In later studies, stimulation of cultured DRG or trigeminal ganglion neurons by cold was shown to induce calcium influx that is facilitated by menthol (72, 81). Using an intracellular calcium indicator, Suto and Gotoh (81) reported that ∼13% of cultured DRG neurons respond to cold with increased intracellular calcium that was independent of extracellular sodium, strongly suggesting that this increase was due to Ca2+ influx via a cold-gated channel and not due to a depolarizing impulse leading to the activation of voltage-gated Ca2+ channels. This was confirmed electrophysiologically first in cultured DRG neurons (72), and then shortly thereafter in cells from the trigeminal ganglia (57). Reid and Flonta (72) using perforated-patch recordings of cold-sensitive DRG neurons, demonstrated that cold and menthol induce inward ionic currents and, similar to the observations of Hensel and Zotterman (34) 50 years earlier, that menthol potentiated these cold-evoked currents. Similarly, cold and menthol-sensitive trigeminal ganglion neurons were also shown to express a nonselective cation current that was activated by cold and menthol and had biophysical properties (outward rectification and ion selectivity) remarkably similar to that of TRPV1 and TRPV2, which at the time were the only known thermally sensitive ion channels (57). These studies were the first description of a cooling-activated ionic current and suggested that “inhibition of a background K+ current and of the electrogenic Na+/K+-ATPase” were secondary in the determination of cold-receptor activity (70). The next question was, exactly which molecule(s) mediated these cold- and menthol-gated currents?
TRPM8 Cloning, Modulation, and Mechanism In Vitro
An answer to this question immediately followed with the cloning of a cold and menthol receptor, TRPM8 (also called CMR1) (57, 63). TRPM8 (or Trp-p8) was originally discovered in a subtractive screen for molecules highly expressed in cancerous prostate cells, but neither its functional properties nor its expression in sensory ganglia were reported (87). In a remarkable convergence, two independent groups, using different experimental strategies, identified TRPM8 as a putative cold sensor in primary sensory afferents (57, 63). One approach was based on a genomic screen for TRP ion channels with robust expression in sensory ganglia (63). This intuitive strategy was based on the previous identification of the heat-sensitive channel TRPV1 in sensory neurons (18) and, in addition to TRPM8, was instrumental in the identification of other somatosensory-relevant TRP channels such as TRPA1 and TRPV3 (64, 77, 80, 94). The second strategy used an expression cloning paradigm similar to that used to identify TRPV1, in this case, a screen for trigeminal sensory neuron transcripts which could confer menthol- and cold-sensitivity to a heterologous cell-type (57). The hypothesis for this strategy stemmed from Hensel and Zotterman's original posit that menthol's action is “upon an enzyme, which is concerned in the thermally conditioned regulation of the discharge of the cold receptors” (34). Thus, if the molecular mediator of menthol's action were to be identified it, like that previously for capsaicin (18), would provide insights into cold transduction (57). Once cloned, the functional properties of recombinant TRPM8 channels were characterized and found to be remarkably similar to that observed for menthol- and cold-gated currents in cold-responsive afferents, including temperature sensitivity, menthol sensitivity, cation selectivity, channel rectification, and Ca2+-dependent adaptation (57, 63, 71). These results convincingly corroborated Hensel and Zotterman's hypothesis that menthol potentiated a cold receptor and directly showed an ionic mechanism that is stimulated by cold (57, 63).
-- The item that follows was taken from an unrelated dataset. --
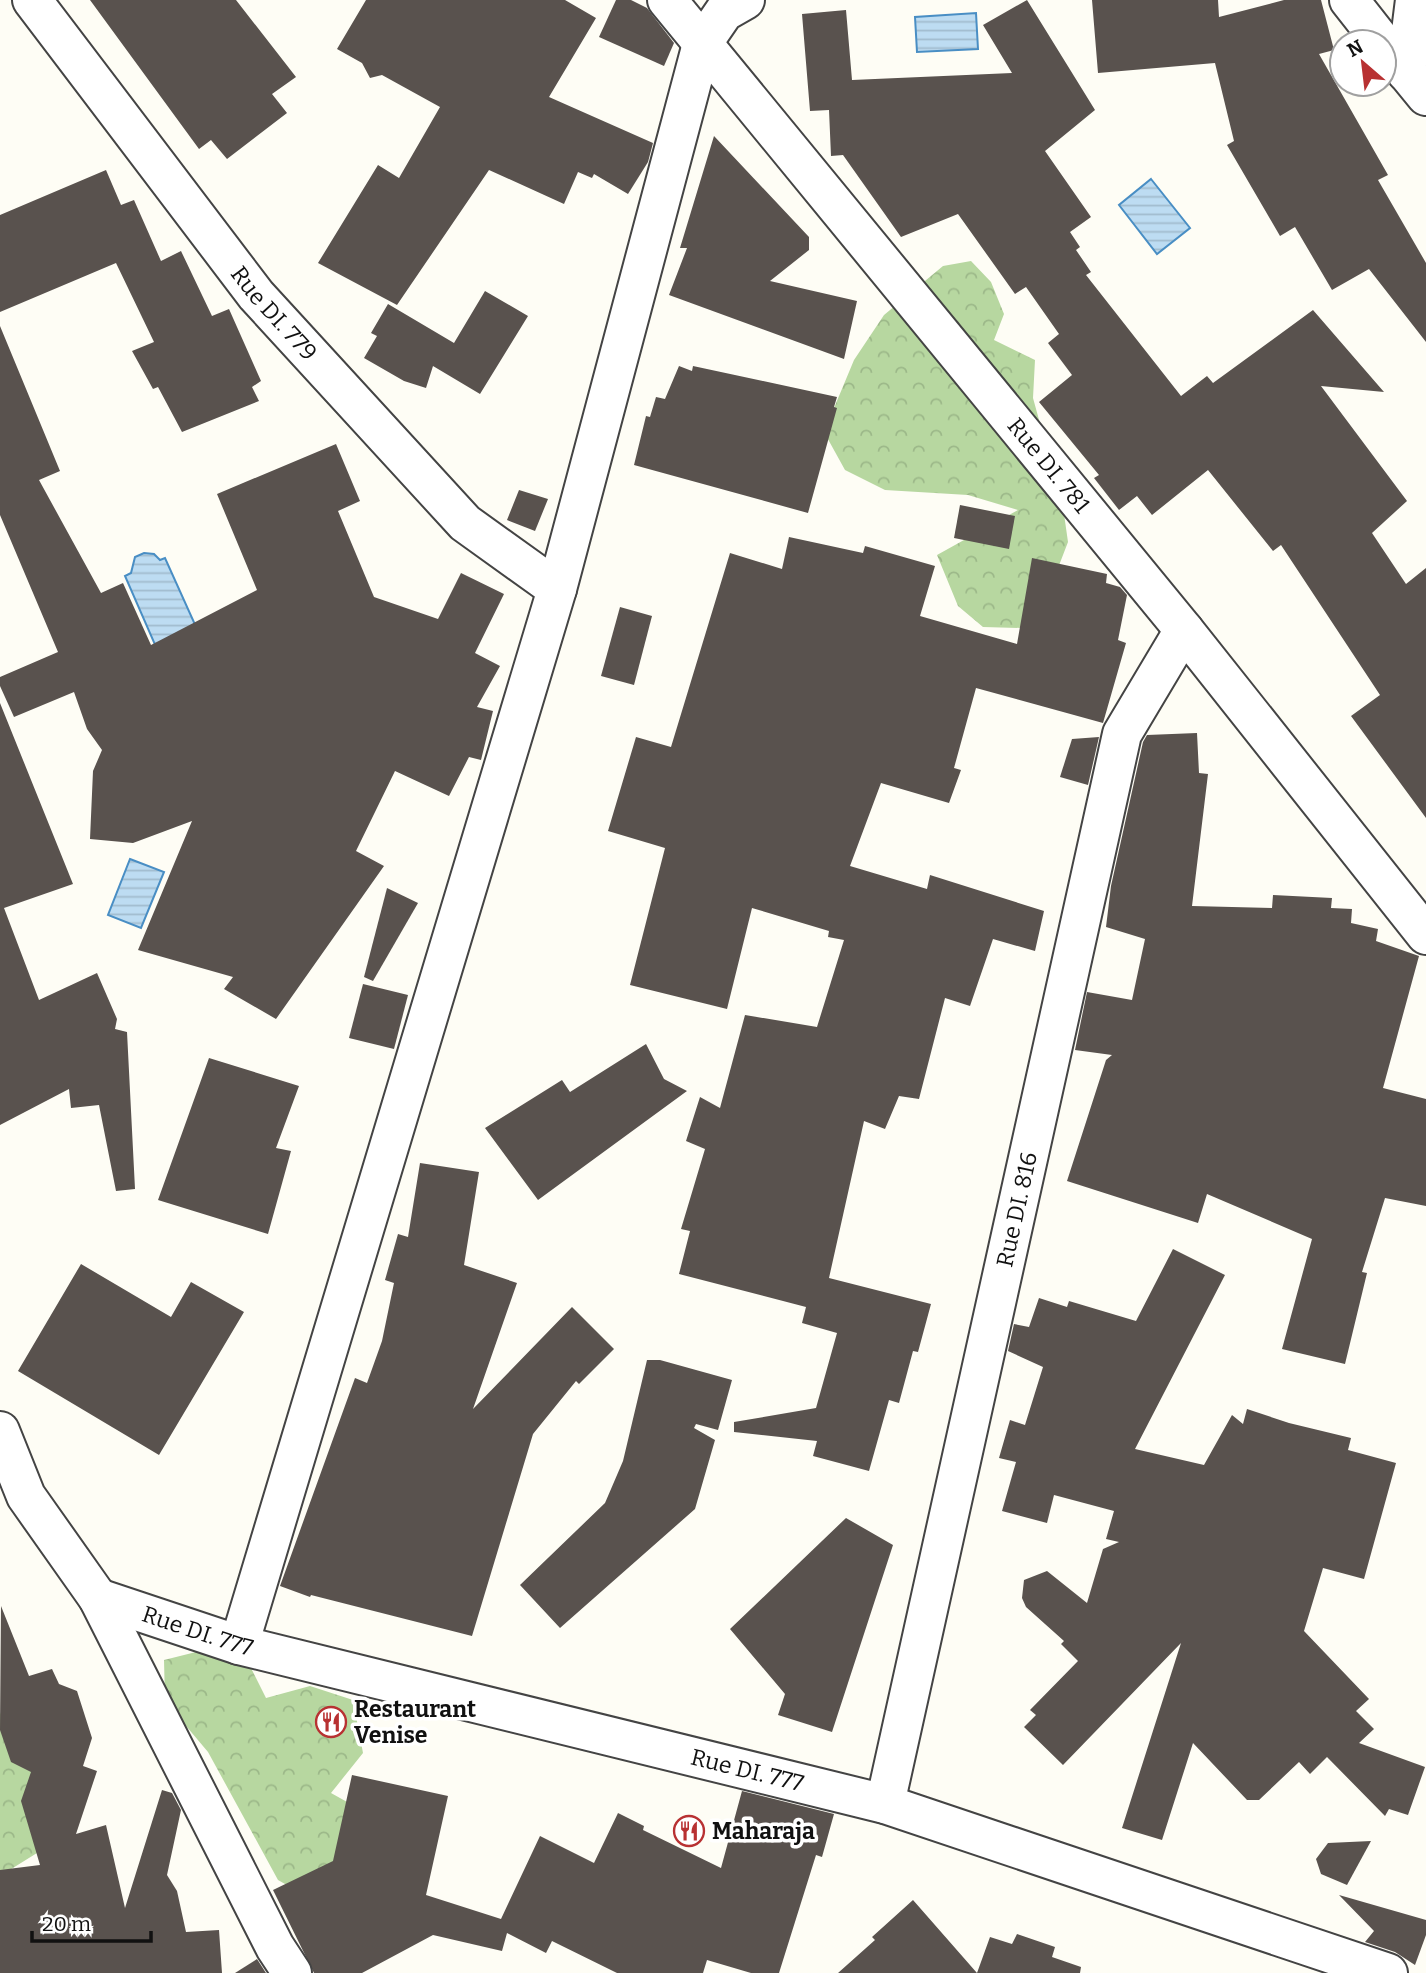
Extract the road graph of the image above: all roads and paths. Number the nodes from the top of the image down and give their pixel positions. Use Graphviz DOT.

Aside from menthol, a number of natural and synthetic chemicals have been shown to activate TRPM8 (29). Another plant-derived chemical eucalyptol was also found to activate the channel, albeit mildly, whereas the synthetic chemical icilin (AG-3–5) is a much more potent TRPM8 agonist, thus its designation as a “super-cooling” agent (57, 92). A number of menthol-derived WS compounds have been reported to gate the channel, with WS-12 being the most potent known agonist of TRPM8 to date (11). Although endogenous TRPM8 activators have been reported, such as lysophospholipids produced by the activity of calcium-independent phospholipases (iPLA2), the mechanism and purpose of nonthermal TRPM8 activation is unknown (3, 88). Overall, the effect of chemical activators of TRPM8 is to shift the temperature-gating curve of the channel so that it is more likely to open at warmer temperatures (72).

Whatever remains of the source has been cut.